Work order. Write out every line below that contains "COLCHESTER".

Records for the exercise.
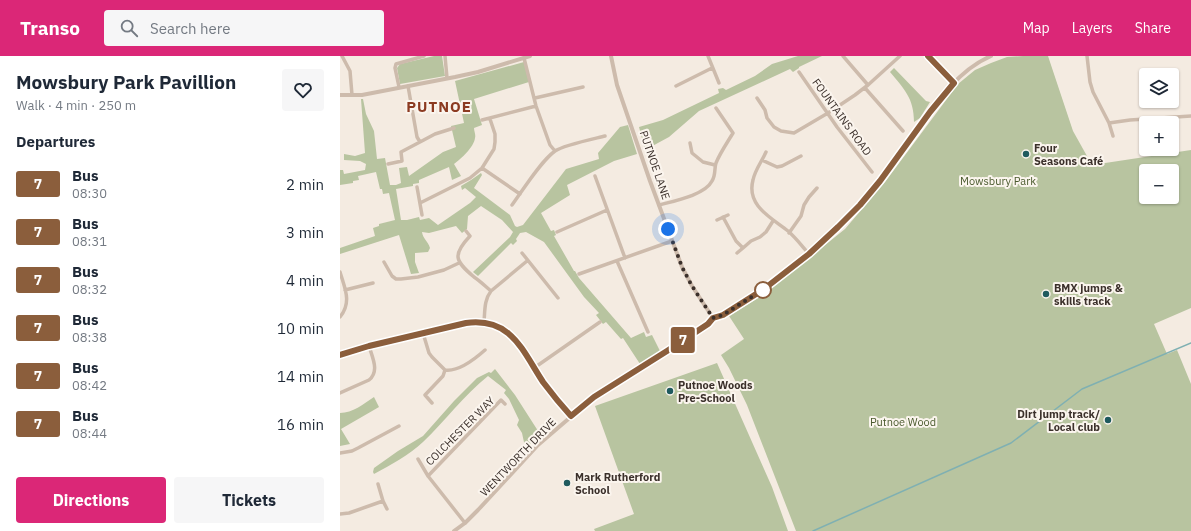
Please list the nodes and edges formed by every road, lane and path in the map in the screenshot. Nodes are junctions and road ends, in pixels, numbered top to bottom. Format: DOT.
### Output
graph roads {
  1 [pos="342,56"];
  2 [pos="424,56"];
  3 [pos="445,56"];
  4 [pos="530,56"];
  5 [pos="611,56"];
  6 [pos="708,56"];
  7 [pos="843,56"];
  8 [pos="900,56"];
  9 [pos="928,56"];
  10 [pos="991,56"];
  11 [pos="1087,56"];
  12 [pos="524,58"];
  13 [pos="712,68"];
  14 [pos="799,72"];
  15 [pos="447,78"];
  16 [pos="718,83"];
  17 [pos="954,83"];
  18 [pos="408,86"];
  19 [pos="676,86"];
  20 [pos="866,86"];
  21 [pos="583,87"];
  22 [pos="399,88"];
  23 [pos="340,95"];
  24 [pos="352,95"];
  25 [pos="534,98"];
  26 [pos="757,98"];
  27 [pos="536,106"];
  28 [pos="716,108"];
  29 [pos="828,113"];
  30 [pos="1191,116"];
  31 [pos="490,119"];
  32 [pos="482,120"];
  33 [pos="1109,123"];
  34 [pos="454,128"];
  35 [pos="903,131"];
  36 [pos="605,136"];
  37 [pos="1113,136"];
  38 [pos="420,142"];
  39 [pos="690,143"];
  40 [pos="555,151"];
  41 [pos="766,152"];
  42 [pos="801,156"];
  43 [pos="762,160"];
  44 [pos="388,164"];
  45 [pos="715,165"];
  46 [pos="482,168"];
  47 [pos="872,172"];
  48 [pos="595,176"];
  49 [pos="417,187"];
  50 [pos="817,188"];
  51 [pos="520,194"];
  52 [pos="420,203"];
  53 [pos="512,205"];
  54 [pos="659,205"];
  55 [pos="607,210"];
  56 [pos="422,215"];
  57 [pos="728,215"];
  58 [pos="723,217"];
  59 [pos="717,220"];
  60 [pos="773,221"];
  61 [pos="466,231"];
  62 [pos="558,232"];
  63 [pos="473,233"];
  64 [pos="789,233"];
  65 [pos="470,236"];
  66 [pos="672,241"];
  67 [pos="743,248"];
  68 [pos="522,253"];
  69 [pos="738,253"];
  70 [pos="809,254"];
  71 [pos="387,257"];
  72 [pos="625,258"];
  73 [pos="527,261"];
  74 [pos="617,261"];
  75 [pos="379,262"];
  76 [pos="384,262"];
  77 [pos="459,263"];
  78 [pos="340,272"];
  79 [pos="579,274"];
  80 [pos="373,283"];
  81 [pos="345,290"];
  82 [pos="491,291"];
  83 [pos="558,298"];
  84 [pos="340,317"];
  85 [pos="713,318"];
  86 [pos="484,322"];
  87 [pos="600,322"];
  88 [pos="648,332"];
  89 [pos="423,334"];
  90 [pos="369,346"];
  91 [pos="485,350"];
  92 [pos="340,355"];
  93 [pos="534,368"];
  94 [pos="445,370"];
  95 [pos="340,393"];
  96 [pos="432,403"];
  97 [pos="505,404"];
  98 [pos="571,416"];
  99 [pos="399,426"];
  100 [pos="340,453"];
  101 [pos="418,459"];
  102 [pos="428,476"];
  103 [pos="378,484"];
  104 [pos="383,501"];
  105 [pos="387,509"];
  106 [pos="340,514"];
  107 [pos="465,523"];
  108 [pos="454,531"];
  1 -- 24 [label="street"];
  2 -- 22 [label="street"];
  3 -- 15 [label="street"];
  4 -- 12 [label="street"];
  5 -- 54 [label="street, PUTNOE LANE"];
  6 -- 13 [label="street"];
  7 -- 20 [label="street"];
  8 -- 20 [label="street"];
  9 -- 17 [label="street"];
  10 -- 17 [label="street, WENTWORTH DRIVE"];
  11 -- 33 [label="street"];
  12 -- 15 [label="street"];
  12 -- 25 [label="street"];
  13 -- 16 [label="street"];
  13 -- 19 [label="street"];
  14 -- 29 [label="street, FOUNTAINS ROAD"];
  15 -- 18 [label="street"];
  17 -- 70 [label="street, WENTWORTH DRIVE"];
  18 -- 22 [label="street"];
  18 -- 38 [label="street"];
  20 -- 29 [label="street"];
  20 -- 35 [label="street"];
  21 -- 25 [label="street"];
  22 -- 24 [label="street"];
  23 -- 24 [label="street"];
  25 -- 27 [label="street"];
  26 -- 29 [label="street"];
  27 -- 31 [label="street"];
  27 -- 40 [label="street"];
  28 -- 45 [label="street"];
  29 -- 47 [label="street, FOUNTAINS ROAD"];
  30 -- 33 [label="street"];
  31 -- 32 [label="street"];
  31 -- 46 [label="street"];
  33 -- 37 [label="street"];
  34 -- 38 [label="street"];
  36 -- 40 [label="street"];
  38 -- 44 [label="street"];
  39 -- 45 [label="street"];
  40 -- 51 [label="street"];
  41 -- 43 [label="street"];
  42 -- 43 [label="street"];
  43 -- 60 [label="street"];
  45 -- 54 [label="street"];
  46 -- 51 [label="street"];
  46 -- 52 [label="street"];
  48 -- 55 [label="street"];
  49 -- 52 [label="street"];
  50 -- 64 [label="street"];
  51 -- 53 [label="street"];
  52 -- 56 [label="street"];
  54 -- 66 [label="street, PUTNOE LANE"];
  55 -- 62 [label="street"];
  55 -- 72 [label="street"];
  57 -- 58 [label="street"];
  58 -- 59 [label="street"];
  58 -- 67 [label="street"];
  60 -- 64 [label="street"];
  60 -- 67 [label="street"];
  61 -- 65 [label="street"];
  63 -- 65 [label="street"];
  64 -- 70 [label="street"];
  65 -- 77 [label="street"];
  66 -- 72 [label="street"];
  66 -- 85 [label="street, PUTNOE LANE"];
  67 -- 69 [label="street"];
  68 -- 73 [label="street"];
  70 -- 85 [label="street, WENTWORTH DRIVE"];
  71 -- 76 [label="street"];
  72 -- 74 [label="street"];
  73 -- 82 [label="street"];
  73 -- 83 [label="street"];
  74 -- 79 [label="street"];
  74 -- 88 [label="street"];
  75 -- 76 [label="street"];
  76 -- 77 [label="street"];
  77 -- 82 [label="street"];
  78 -- 81 [label="street"];
  80 -- 81 [label="street"];
  81 -- 84 [label="street"];
  82 -- 86 [label="street"];
  85 -- 98 [label="street, WENTWORTH DRIVE"];
  86 -- 89 [label="street"];
  86 -- 93 [label="street"];
  87 -- 93 [label="street"];
  89 -- 90 [label="street"];
  89 -- 94 [label="street"];
  90 -- 92 [label="street"];
  90 -- 95 [label="street"];
  91 -- 94 [label="street"];
  93 -- 98 [label="street"];
  94 -- 96 [label="street"];
  97 -- 102 [label="street, COLCHESTER WAY"];
  98 -- 107 [label="street, WENTWORTH DRIVE"];
  99 -- 100 [label="street"];
  101 -- 102 [label="street, COLCHESTER WAY"];
  102 -- 107 [label="street, COLCHESTER WAY"];
  103 -- 104 [label="street"];
  104 -- 105 [label="street"];
  104 -- 106 [label="street"];
  107 -- 108 [label="street, WENTWORTH DRIVE"];
}
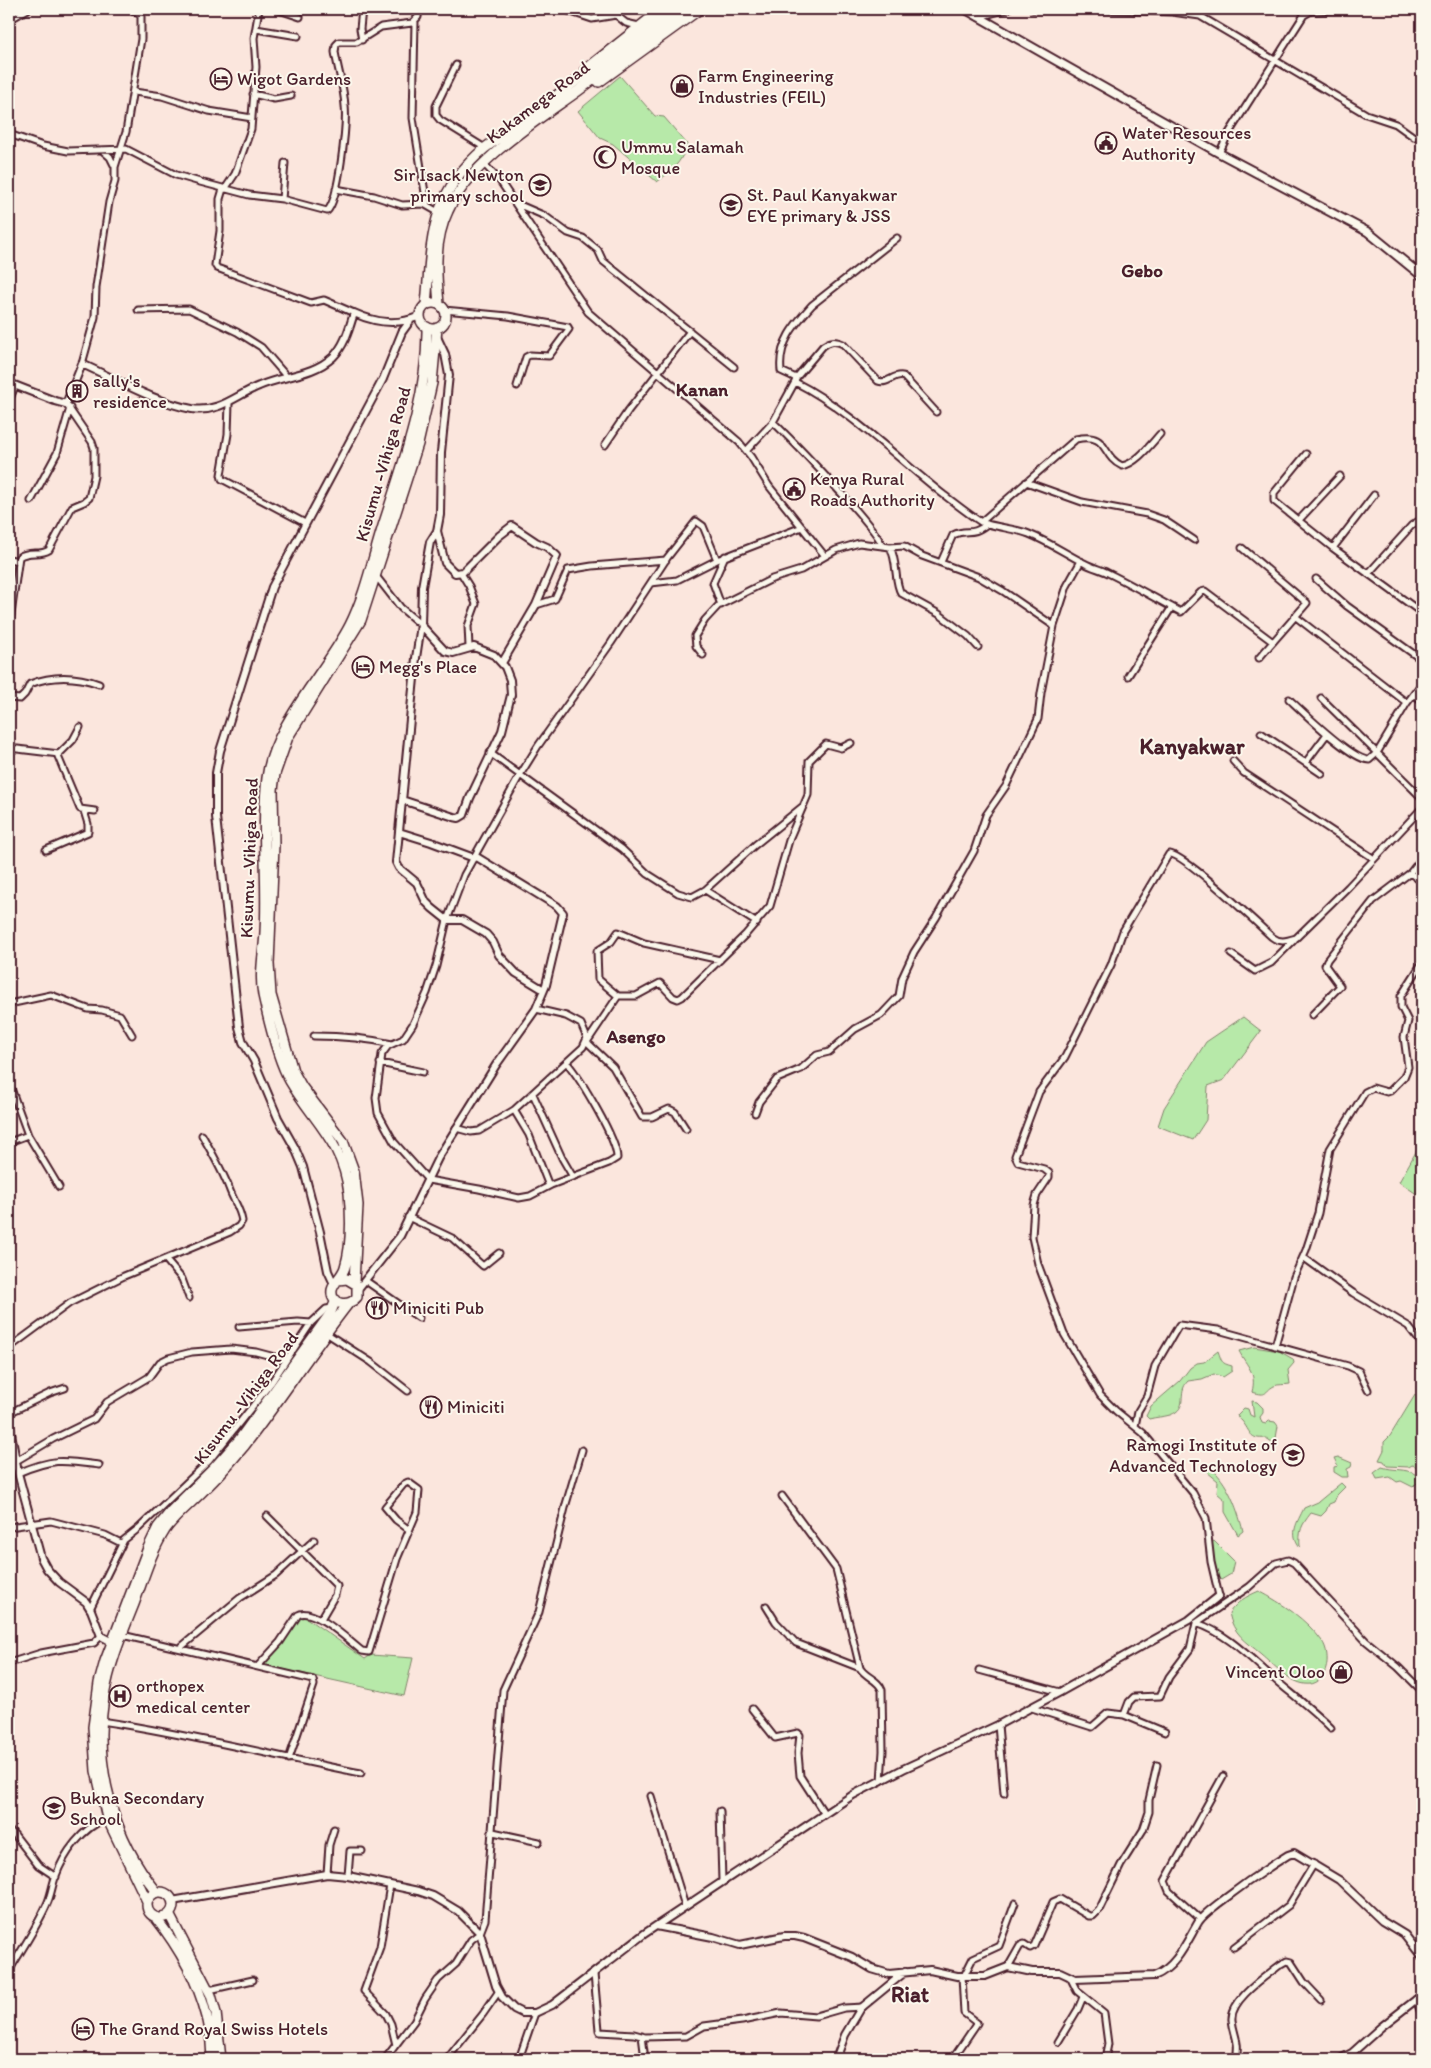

Answer space.
  97 -- 102 [label="street, COLCHESTER WAY"];
  101 -- 102 [label="street, COLCHESTER WAY"];
  102 -- 107 [label="street, COLCHESTER WAY"];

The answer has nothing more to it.